[Saved data entries]
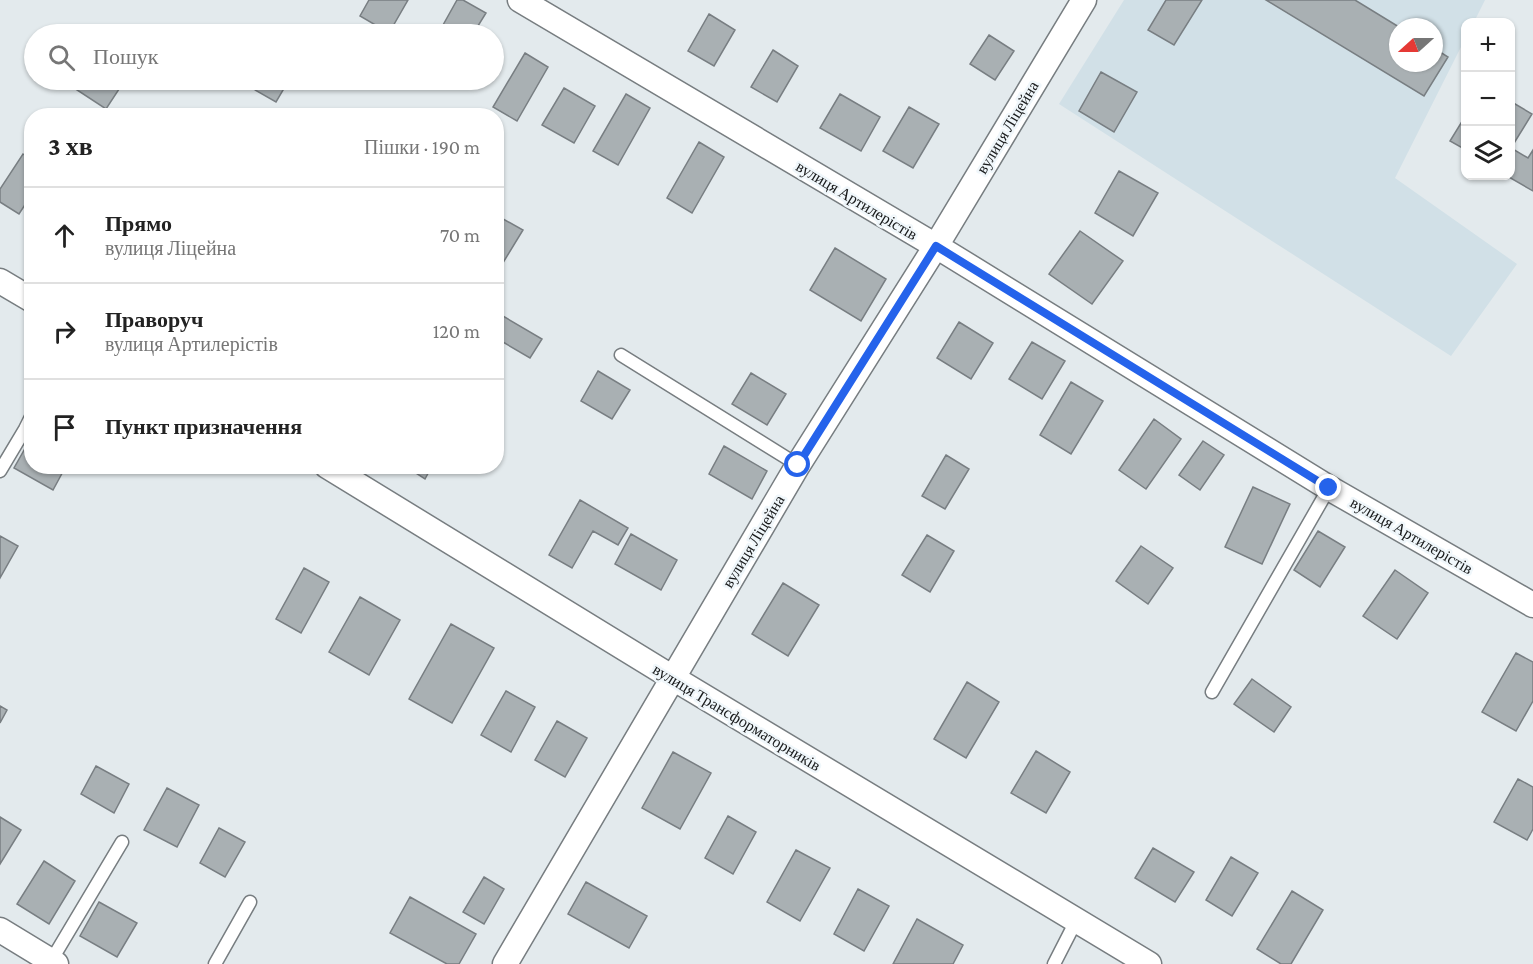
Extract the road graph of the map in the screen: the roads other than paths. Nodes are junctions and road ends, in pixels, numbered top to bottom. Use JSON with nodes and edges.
{"nodes":[{"id":1,"x":520,"y":0,"type":"edge"},
{"id":2,"x":1084,"y":0,"type":"edge"},
{"id":3,"x":936,"y":246,"type":"junction"},
{"id":4,"x":0,"y":282,"type":"edge"},
{"id":5,"x":24,"y":296,"type":"edge"},
{"id":6,"x":621,"y":354,"type":"dead end"},
{"id":7,"x":24,"y":432,"type":"edge"},
{"id":8,"x":798,"y":465,"type":"junction"},
{"id":9,"x":0,"y":471,"type":"edge"},
{"id":10,"x":343,"y":474,"type":"edge"},
{"id":11,"x":1329,"y":488,"type":"junction"},
{"id":12,"x":1533,"y":605,"type":"edge"},
{"id":13,"x":673,"y":678,"type":"junction"},
{"id":14,"x":1212,"y":692,"type":"dead end"},
{"id":15,"x":122,"y":842,"type":"dead end"},
{"id":16,"x":250,"y":902,"type":"dead end"},
{"id":17,"x":1076,"y":921,"type":"junction"},
{"id":18,"x":0,"y":930,"type":"edge"},
{"id":19,"x":54,"y":962,"type":"edge"},
{"id":20,"x":215,"y":964,"type":"edge"},
{"id":21,"x":505,"y":964,"type":"edge"},
{"id":22,"x":1054,"y":964,"type":"edge"},
{"id":23,"x":1149,"y":964,"type":"edge"}],
"edges":[{"from":1,"to":3,"type":"street","name":"вулиця Артилерістів"},
{"from":2,"to":3,"type":"street","name":"вулиця Ліцейна"},
{"from":3,"to":8,"type":"street","name":"вулиця Ліцейна"},
{"from":3,"to":11,"type":"street","name":"вулиця Артилерістів"},
{"from":4,"to":5,"type":"street"},
{"from":6,"to":8,"type":"lane"},
{"from":7,"to":9,"type":"lane"},
{"from":8,"to":13,"type":"street","name":"вулиця Ліцейна"},
{"from":10,"to":13,"type":"street","name":"вулиця Трансформаторників"},
{"from":11,"to":12,"type":"street","name":"вулиця Артилерістів"},
{"from":11,"to":14,"type":"lane"},
{"from":13,"to":17,"type":"street","name":"вулиця Трансформаторників"},
{"from":13,"to":21,"type":"street","name":"вулиця Ліцейна"},
{"from":15,"to":19,"type":"lane"},
{"from":16,"to":20,"type":"lane"},
{"from":17,"to":22,"type":"lane"},
{"from":17,"to":23,"type":"street","name":"вулиця Трансформаторників"},
{"from":18,"to":19,"type":"street"}]}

_What is being asked_. Could you transcribe the records above exactly, leaving every picture out?

_Problem solution_.
Extract the road graph of the map in the screen: the roads other than paths. Nodes are junctions and road ends, in pixels, numbered top to bottom. Use JSON with nodes and edges.
{"nodes":[{"id":1,"x":520,"y":0,"type":"edge"},
{"id":2,"x":1084,"y":0,"type":"edge"},
{"id":3,"x":936,"y":246,"type":"junction"},
{"id":4,"x":0,"y":282,"type":"edge"},
{"id":5,"x":24,"y":296,"type":"edge"},
{"id":6,"x":621,"y":354,"type":"dead end"},
{"id":7,"x":24,"y":432,"type":"edge"},
{"id":8,"x":798,"y":465,"type":"junction"},
{"id":9,"x":0,"y":471,"type":"edge"},
{"id":10,"x":343,"y":474,"type":"edge"},
{"id":11,"x":1329,"y":488,"type":"junction"},
{"id":12,"x":1533,"y":605,"type":"edge"},
{"id":13,"x":673,"y":678,"type":"junction"},
{"id":14,"x":1212,"y":692,"type":"dead end"},
{"id":15,"x":122,"y":842,"type":"dead end"},
{"id":16,"x":250,"y":902,"type":"dead end"},
{"id":17,"x":1076,"y":921,"type":"junction"},
{"id":18,"x":0,"y":930,"type":"edge"},
{"id":19,"x":54,"y":962,"type":"edge"},
{"id":20,"x":215,"y":964,"type":"edge"},
{"id":21,"x":505,"y":964,"type":"edge"},
{"id":22,"x":1054,"y":964,"type":"edge"},
{"id":23,"x":1149,"y":964,"type":"edge"}],
"edges":[{"from":1,"to":3,"type":"street","name":"вулиця Артилерістів"},
{"from":2,"to":3,"type":"street","name":"вулиця Ліцейна"},
{"from":3,"to":8,"type":"street","name":"вулиця Ліцейна"},
{"from":3,"to":11,"type":"street","name":"вулиця Артилерістів"},
{"from":4,"to":5,"type":"street"},
{"from":6,"to":8,"type":"lane"},
{"from":7,"to":9,"type":"lane"},
{"from":8,"to":13,"type":"street","name":"вулиця Ліцейна"},
{"from":10,"to":13,"type":"street","name":"вулиця Трансформаторників"},
{"from":11,"to":12,"type":"street","name":"вулиця Артилерістів"},
{"from":11,"to":14,"type":"lane"},
{"from":13,"to":17,"type":"street","name":"вулиця Трансформаторників"},
{"from":13,"to":21,"type":"street","name":"вулиця Ліцейна"},
{"from":15,"to":19,"type":"lane"},
{"from":16,"to":20,"type":"lane"},
{"from":17,"to":22,"type":"lane"},
{"from":17,"to":23,"type":"street","name":"вулиця Трансформаторників"},
{"from":18,"to":19,"type":"street"}]}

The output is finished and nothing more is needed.